When an individual's DNA is sequenced, sensitive medical information becomes available to the sequencing laboratory. A recently proposed way to hide an individual's genetic information is to mix in DNA samples of other individuals. We assume that the genetic content of these samples is known to the individual but unknown to the sequencing laboratory. Thus, these DNA samples act as "noise" to the sequencing laboratory, but still allow the individual to recover their own DNA samples afterward. Motivated by this idea, we study the problem of hiding a binary random variable $X$ (a genetic marker) with the additive noise provided by mixing DNA samples, using mutual information as a privacy metric. This is equivalent to the problem of finding a worst-case noise distribution for recovering $X$ from the noisy observation among a set of feasible discrete distributions. We characterize upper and lower bounds to the solution of this problem, which are empirically shown to be very close. The lower bound is obtained through a convex relaxation of the original discrete optimization problem, and yields a closed-form expression. The upper bound is computed via a greedy algorithm for selecting the mixing proportions.

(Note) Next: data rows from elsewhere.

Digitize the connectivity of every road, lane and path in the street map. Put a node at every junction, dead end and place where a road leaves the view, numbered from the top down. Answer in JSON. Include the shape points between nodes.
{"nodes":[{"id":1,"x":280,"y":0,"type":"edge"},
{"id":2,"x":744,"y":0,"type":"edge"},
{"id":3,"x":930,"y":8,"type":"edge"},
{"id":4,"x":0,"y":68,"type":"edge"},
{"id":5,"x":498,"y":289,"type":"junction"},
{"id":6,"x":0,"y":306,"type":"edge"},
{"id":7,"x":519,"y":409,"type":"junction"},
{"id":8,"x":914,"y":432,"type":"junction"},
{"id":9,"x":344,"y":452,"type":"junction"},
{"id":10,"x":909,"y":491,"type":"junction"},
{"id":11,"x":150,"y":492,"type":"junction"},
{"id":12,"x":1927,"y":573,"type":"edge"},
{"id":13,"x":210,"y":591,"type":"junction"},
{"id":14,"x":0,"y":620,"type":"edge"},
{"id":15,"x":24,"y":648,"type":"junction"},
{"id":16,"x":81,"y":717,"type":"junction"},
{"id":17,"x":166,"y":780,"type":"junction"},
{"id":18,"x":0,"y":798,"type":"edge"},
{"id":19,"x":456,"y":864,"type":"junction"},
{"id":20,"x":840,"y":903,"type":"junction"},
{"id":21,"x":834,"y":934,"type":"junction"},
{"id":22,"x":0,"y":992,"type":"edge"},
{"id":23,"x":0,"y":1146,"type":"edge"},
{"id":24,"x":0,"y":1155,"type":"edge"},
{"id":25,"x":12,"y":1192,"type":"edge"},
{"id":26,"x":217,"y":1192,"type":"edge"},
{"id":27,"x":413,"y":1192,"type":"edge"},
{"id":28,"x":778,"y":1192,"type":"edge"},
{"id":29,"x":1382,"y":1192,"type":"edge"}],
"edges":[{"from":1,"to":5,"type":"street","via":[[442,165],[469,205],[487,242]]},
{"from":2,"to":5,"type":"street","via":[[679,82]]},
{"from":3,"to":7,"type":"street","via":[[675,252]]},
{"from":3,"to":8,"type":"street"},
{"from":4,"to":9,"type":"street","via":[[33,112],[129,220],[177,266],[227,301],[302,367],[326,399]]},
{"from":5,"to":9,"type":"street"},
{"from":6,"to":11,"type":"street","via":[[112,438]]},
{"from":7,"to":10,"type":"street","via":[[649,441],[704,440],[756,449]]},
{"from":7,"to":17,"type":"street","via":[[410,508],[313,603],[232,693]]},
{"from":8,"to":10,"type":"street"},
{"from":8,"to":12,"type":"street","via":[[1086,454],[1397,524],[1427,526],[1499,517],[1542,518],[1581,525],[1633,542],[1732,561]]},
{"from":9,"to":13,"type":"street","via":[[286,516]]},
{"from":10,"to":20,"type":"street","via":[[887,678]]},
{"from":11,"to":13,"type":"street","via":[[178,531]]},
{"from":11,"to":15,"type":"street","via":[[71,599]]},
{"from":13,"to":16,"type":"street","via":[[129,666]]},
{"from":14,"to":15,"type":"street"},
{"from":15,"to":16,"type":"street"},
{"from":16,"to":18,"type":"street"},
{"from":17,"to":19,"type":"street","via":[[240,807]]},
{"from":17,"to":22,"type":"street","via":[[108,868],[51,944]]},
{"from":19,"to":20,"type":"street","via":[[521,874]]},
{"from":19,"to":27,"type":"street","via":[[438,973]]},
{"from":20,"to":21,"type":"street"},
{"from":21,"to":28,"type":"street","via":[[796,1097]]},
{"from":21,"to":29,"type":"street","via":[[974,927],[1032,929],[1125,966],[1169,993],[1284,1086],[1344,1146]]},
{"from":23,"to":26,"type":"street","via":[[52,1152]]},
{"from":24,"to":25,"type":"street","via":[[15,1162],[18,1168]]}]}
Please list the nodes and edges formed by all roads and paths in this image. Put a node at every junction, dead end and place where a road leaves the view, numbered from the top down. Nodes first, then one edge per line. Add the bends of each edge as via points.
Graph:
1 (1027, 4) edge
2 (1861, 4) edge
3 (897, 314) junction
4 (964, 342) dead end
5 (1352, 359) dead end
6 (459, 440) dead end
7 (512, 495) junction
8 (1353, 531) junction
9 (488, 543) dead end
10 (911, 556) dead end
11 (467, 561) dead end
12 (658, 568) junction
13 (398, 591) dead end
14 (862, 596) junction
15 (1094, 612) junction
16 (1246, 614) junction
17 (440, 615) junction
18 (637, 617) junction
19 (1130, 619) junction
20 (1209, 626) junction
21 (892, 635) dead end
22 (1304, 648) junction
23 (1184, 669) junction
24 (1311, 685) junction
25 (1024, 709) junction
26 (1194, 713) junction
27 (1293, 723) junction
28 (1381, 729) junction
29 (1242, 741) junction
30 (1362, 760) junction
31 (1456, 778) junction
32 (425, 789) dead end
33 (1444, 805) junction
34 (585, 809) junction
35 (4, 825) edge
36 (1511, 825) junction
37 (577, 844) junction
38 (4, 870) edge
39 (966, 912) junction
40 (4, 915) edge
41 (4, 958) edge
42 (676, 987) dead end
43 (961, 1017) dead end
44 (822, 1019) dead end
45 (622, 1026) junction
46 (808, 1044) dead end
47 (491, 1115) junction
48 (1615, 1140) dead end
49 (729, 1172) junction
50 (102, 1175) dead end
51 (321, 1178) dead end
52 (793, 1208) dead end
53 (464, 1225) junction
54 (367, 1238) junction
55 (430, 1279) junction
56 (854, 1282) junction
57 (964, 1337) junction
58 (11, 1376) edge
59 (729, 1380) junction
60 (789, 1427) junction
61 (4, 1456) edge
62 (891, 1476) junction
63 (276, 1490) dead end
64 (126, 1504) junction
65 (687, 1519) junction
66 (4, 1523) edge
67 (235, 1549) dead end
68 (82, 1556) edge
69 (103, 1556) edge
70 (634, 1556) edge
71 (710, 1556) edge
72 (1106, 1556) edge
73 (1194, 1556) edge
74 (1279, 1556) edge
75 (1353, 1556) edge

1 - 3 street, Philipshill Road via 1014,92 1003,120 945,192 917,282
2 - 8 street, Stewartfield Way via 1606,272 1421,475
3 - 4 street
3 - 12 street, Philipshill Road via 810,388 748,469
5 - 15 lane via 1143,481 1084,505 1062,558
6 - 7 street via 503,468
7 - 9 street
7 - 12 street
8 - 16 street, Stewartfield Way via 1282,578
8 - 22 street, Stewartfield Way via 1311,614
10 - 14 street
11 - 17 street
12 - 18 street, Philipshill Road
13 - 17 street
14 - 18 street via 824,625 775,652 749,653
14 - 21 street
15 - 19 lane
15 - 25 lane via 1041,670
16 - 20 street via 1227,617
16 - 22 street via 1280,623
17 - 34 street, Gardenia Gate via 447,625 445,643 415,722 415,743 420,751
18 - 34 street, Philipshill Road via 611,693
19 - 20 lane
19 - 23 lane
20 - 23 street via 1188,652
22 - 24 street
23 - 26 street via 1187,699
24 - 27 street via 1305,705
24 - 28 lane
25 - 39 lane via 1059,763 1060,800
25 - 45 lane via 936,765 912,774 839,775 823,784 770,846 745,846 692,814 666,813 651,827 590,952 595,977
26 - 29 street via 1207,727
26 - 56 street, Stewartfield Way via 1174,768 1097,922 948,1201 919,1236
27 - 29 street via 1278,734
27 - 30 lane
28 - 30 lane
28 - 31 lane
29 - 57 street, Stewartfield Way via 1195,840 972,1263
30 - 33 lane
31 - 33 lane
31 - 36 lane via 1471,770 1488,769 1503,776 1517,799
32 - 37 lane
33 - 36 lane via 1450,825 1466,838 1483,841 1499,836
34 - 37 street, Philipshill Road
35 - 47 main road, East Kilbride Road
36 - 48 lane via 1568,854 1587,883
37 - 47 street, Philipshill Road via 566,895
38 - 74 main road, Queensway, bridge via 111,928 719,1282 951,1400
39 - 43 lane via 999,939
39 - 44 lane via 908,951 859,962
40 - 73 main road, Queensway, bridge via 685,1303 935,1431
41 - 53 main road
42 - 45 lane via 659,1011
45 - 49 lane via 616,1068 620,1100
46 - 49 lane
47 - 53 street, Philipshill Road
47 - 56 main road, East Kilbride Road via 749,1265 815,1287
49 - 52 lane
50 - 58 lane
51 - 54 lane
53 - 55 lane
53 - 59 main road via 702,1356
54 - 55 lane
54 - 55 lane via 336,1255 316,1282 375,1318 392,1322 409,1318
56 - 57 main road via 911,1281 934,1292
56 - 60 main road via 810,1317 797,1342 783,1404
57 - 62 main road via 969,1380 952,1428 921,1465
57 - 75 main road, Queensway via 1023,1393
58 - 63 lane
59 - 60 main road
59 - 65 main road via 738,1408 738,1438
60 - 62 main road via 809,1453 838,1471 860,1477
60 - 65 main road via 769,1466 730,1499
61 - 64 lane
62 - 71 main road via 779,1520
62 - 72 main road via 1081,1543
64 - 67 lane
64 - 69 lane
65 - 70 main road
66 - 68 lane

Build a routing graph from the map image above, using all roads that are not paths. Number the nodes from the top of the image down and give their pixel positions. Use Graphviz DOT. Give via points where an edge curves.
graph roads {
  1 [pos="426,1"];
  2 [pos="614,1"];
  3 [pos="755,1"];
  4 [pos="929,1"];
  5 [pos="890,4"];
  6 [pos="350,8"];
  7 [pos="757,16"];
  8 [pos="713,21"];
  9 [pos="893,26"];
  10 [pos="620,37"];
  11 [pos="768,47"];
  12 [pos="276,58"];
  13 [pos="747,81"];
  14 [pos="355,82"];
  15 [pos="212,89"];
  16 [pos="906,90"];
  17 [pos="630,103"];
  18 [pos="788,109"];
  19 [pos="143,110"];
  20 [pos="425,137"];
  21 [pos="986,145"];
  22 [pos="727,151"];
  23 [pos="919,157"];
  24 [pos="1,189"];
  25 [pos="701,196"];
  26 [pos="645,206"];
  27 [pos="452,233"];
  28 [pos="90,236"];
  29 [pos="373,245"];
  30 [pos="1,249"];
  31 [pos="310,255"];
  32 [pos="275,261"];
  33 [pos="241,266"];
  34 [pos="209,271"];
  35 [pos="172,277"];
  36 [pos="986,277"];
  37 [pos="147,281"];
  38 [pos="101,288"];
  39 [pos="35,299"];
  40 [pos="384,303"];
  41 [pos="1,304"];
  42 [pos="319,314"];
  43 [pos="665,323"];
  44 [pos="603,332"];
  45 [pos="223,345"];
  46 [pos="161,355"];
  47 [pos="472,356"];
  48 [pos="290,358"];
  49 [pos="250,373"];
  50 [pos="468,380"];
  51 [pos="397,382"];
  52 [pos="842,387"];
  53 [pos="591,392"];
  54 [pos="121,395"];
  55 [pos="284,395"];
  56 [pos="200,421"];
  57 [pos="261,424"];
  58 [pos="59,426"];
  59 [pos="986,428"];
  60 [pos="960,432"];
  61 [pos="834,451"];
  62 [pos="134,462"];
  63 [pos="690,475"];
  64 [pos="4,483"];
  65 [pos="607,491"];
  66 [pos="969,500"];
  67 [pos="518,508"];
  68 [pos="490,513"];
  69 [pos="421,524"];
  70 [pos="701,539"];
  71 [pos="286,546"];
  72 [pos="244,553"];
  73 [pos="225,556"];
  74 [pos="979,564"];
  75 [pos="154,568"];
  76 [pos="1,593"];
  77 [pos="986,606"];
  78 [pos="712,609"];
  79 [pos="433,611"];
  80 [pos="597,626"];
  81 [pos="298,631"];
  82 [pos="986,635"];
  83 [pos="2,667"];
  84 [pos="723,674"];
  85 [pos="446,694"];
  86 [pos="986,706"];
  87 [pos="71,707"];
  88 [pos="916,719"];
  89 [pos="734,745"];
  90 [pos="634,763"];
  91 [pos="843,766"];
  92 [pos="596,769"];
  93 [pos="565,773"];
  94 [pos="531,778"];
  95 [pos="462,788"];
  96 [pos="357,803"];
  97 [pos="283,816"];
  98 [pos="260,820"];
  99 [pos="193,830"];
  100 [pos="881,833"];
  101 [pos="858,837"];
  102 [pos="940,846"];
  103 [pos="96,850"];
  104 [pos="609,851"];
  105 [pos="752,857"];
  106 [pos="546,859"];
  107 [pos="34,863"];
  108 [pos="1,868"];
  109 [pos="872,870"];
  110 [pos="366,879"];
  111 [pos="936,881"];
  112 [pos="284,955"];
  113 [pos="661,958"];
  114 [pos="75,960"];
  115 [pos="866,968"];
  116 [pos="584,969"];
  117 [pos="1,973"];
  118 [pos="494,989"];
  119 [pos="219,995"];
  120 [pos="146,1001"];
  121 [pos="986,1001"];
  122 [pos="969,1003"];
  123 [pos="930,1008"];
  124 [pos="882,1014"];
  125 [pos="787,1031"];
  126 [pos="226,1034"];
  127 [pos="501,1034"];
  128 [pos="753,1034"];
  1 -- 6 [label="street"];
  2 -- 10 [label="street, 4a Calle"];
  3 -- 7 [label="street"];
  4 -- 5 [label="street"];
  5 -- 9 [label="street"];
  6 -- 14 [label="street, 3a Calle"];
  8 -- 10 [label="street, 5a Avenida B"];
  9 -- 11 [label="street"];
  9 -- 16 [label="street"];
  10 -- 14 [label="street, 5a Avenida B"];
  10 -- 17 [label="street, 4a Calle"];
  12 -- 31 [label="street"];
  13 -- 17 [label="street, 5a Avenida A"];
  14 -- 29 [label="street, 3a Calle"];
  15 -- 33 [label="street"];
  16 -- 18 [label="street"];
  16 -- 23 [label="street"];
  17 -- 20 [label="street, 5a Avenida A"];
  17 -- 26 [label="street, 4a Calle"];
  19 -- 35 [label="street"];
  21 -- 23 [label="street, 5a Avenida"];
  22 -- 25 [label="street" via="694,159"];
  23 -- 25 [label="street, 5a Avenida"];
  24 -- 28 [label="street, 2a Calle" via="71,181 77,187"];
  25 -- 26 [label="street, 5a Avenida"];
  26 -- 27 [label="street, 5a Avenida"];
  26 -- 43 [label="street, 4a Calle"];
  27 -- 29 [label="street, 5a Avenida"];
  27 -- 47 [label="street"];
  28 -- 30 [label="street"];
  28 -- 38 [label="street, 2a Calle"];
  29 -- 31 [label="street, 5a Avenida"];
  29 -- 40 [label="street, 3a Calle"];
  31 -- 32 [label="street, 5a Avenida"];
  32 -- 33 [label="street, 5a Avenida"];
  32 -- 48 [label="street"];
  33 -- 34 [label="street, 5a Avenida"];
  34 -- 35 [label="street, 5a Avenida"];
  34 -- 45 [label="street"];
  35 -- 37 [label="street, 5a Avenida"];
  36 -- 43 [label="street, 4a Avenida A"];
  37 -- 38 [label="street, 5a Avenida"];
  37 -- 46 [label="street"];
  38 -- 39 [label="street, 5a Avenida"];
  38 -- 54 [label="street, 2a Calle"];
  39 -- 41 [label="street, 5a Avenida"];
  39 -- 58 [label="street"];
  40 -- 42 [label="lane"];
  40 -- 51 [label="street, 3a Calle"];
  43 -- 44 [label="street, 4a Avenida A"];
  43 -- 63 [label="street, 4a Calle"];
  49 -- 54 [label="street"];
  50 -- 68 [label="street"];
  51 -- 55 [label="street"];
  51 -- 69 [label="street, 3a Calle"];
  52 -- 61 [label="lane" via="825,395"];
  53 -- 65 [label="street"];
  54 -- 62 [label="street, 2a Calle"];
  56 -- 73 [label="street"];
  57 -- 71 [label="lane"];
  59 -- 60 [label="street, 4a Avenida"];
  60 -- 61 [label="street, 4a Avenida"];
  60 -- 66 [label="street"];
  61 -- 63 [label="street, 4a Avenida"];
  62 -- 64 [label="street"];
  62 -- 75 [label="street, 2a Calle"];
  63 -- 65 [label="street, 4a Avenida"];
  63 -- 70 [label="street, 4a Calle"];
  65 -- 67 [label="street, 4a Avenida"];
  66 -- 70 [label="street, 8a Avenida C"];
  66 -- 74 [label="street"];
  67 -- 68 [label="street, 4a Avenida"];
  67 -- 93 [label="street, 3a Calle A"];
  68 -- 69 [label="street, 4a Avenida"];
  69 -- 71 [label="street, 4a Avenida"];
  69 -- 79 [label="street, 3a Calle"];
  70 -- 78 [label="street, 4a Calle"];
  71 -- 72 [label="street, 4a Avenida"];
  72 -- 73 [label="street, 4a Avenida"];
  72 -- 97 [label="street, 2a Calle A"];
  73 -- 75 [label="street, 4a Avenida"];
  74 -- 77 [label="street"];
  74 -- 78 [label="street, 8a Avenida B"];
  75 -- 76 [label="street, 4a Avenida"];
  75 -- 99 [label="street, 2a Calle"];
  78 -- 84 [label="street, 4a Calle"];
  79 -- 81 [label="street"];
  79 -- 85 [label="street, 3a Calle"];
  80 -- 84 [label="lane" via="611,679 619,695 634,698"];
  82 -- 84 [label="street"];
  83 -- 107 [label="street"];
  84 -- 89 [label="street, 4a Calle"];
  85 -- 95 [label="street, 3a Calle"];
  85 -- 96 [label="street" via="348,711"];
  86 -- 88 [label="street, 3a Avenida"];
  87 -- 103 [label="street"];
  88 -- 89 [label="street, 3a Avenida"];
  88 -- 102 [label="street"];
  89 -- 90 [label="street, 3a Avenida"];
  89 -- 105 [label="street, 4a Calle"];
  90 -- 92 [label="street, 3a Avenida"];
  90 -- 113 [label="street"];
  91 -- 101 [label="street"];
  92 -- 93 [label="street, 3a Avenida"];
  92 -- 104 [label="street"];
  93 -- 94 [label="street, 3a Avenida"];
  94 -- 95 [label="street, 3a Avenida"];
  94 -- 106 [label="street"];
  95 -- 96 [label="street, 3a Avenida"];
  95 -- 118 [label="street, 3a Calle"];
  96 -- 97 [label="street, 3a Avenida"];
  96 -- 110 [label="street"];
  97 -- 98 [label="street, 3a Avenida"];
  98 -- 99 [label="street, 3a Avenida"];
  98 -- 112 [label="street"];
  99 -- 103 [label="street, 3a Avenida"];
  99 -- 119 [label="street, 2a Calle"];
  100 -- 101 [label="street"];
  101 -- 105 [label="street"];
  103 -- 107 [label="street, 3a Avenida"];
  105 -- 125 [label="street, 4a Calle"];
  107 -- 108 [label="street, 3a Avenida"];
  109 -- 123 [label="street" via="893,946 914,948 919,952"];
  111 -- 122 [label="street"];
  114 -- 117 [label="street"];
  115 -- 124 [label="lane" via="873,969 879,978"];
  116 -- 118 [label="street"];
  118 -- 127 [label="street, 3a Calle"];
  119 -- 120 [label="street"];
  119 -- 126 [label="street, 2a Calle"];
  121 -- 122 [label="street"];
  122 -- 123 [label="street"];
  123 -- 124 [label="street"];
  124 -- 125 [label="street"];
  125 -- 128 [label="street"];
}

翻译：当个体的DNA被测序时，测序实验室将能够获取敏感的医疗信息。最近提出的一种隐藏个体遗传信息的方法是混入其他个体的DNA样本。我们假设这些样本的遗传内容对个体已知，但对测序实验室未知。因此，这些DNA样本对测序实验室构成“噪声”，但仍允许个体在事后恢复自身的DNA样本。受此思路启发，我们研究隐藏二元随机变量$X$（一种遗传标记）的问题，利用混合DNA样本提供的加性噪声，并以互信息作为隐私度量指标。这等价于在可行离散分布集合中，寻找使从噪声观测中恢复$X$最困难的噪声分布问题。我们刻画了该问题解的上界与下界，经验表明二者非常接近。下界通过原离散优化问题的凸松弛获得，并给出闭式表达式。上界则通过选择混合比例的一种贪心算法计算得出。